I am not only grateful that I am sober today, but I am grateful for the reminder of what it was like.  It was pretty awful.  I wish I could find my old partner from the two-person PO - because I made his life hell when I didn't show up or when I showed up drunk.  I heard he died just a year or so after I left.  I certainly owe him an amends.  I have nothing but respect for postal employees, it is a tough job.  And I am really glad I am not doing it anymore.

I wish I could go back and make amends to my old boss.  John was very very good to me.  He told me when I gave notice that I was a great employee - when I was there.  If I would have stayed, he would have put me on an attendance plan - ha!  As if a plan from a boss could keep me from getting drunk!

I am so grateful for the Grace of God -  I am sober and not dealing with any of these issues today.  And I hope the people I talked to today thought about it a little bit.  I hope maybe they will think before they go off on someone who is just doing their level best at a very unpleasant job.

Let's cut each other a bit of slack, OK?  Can we just make an effort to?  Ok, I'll get off my soapbox now.

Spinning...

I went to a 6 a.m. spin class this morning.  It will be my last for a while - the insanity of the holidays is upon us.  No class next week - and in January it will be crammed to the gills with the resolutioners.  I will need to stay away for a while because I am not good at dealing with huge crowds.

I only read a few blogs this morning, because I need to be at work right now and instead I am sitting in sweat drenched bike shorts and shirt.  I need to make this super quick.

The MRI yesterday was fine.  My head did not need to be in the tube, so I got to skip the whole claustrophobia thing.  It was nice to know the man was sitting outside in the waiting room - waiting for me.  I even let him keep my purse for me.

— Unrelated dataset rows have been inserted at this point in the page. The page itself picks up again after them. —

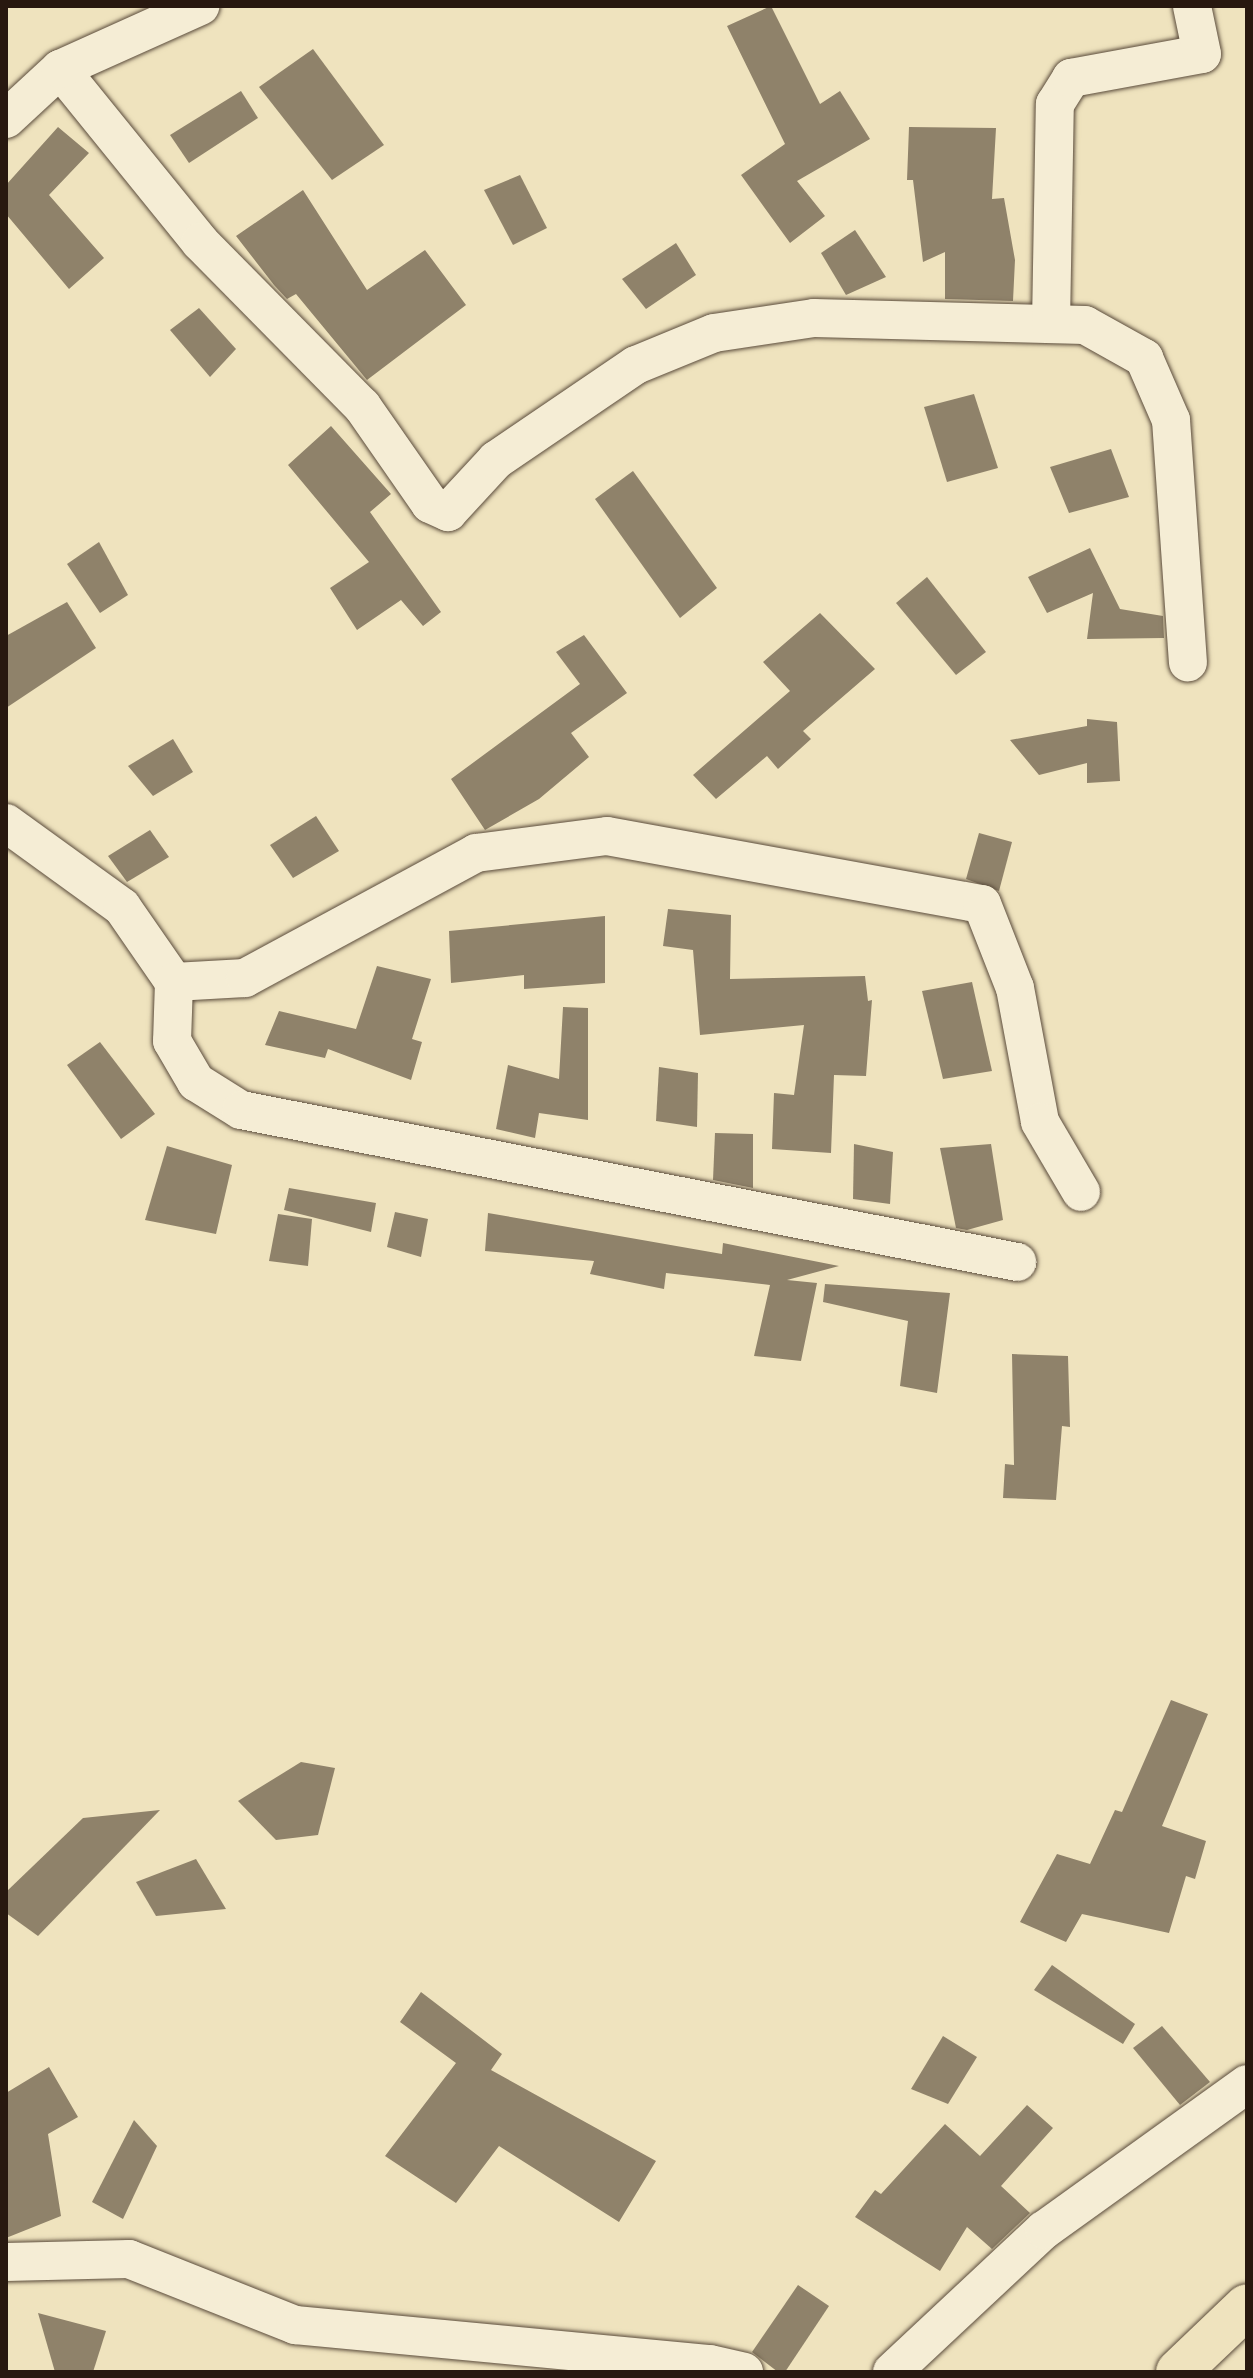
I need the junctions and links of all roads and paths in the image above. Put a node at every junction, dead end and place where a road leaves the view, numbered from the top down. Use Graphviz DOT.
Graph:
graph roads {
  1 [pos="200,6"];
  2 [pos="1192,6"];
  3 [pos="60,69"];
  4 [pos="6,119"];
  5 [pos="1051,324"];
  6 [pos="1188,662"];
  7 [pos="6,823"];
  8 [pos="174,982"];
  9 [pos="1081,1192"];
  10 [pos="1017,1262"];
  11 [pos="1247,2084"];
  12 [pos="6,2262"];
  13 [pos="1247,2306"];
  14 [pos="744,2372"];
  15 [pos="892,2372"];
  16 [pos="1178,2372"];
  1 -- 3 [label="street"];
  2 -- 5 [label="street"];
  3 -- 4 [label="street"];
  3 -- 5 [label="street"];
  5 -- 6 [label="street"];
  7 -- 8 [label="street"];
  8 -- 9 [label="street"];
  8 -- 10 [label="street"];
  11 -- 15 [label="street"];
  12 -- 14 [label="street"];
  13 -- 16 [label="highway"];
}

When we got to the place, it was 6:20 a.m.  There was only one person there.  A great huge black woman with orange hair.  She was yawning and complaining about how tired she was.  She started talking about her Christmas shopping and I responded to something.  She looked at me as if to say "Excuse me?  Was someone talking to YOU?"  And I realized she was talking to my boyfriend.  They had a great chat, and I sat looking at my phone.  She did most of the talking, and he listened attentively.  He does that well.  It was very heartwarming to me.

I am devoid of ideas this morning.  I think I am in survival mode.  I wouldn't say it is going to be a difficult week, because I will make every effort for it not to be.  But let me tell you, it is going to be an effort.

This phony family happiness crap is not my strong suit.  I have a lifetime of memories to deal with.  I have a fractured family that still has sharp edges that seem to get sharper at this time of year.  And I don't have to pretend it is something different.

It is what it is.   That is where I need to start.  And when you start from reality, you are more likely to have realistic expectations and plans.

I know that God will be with me every second of every day.  And that is really all I need.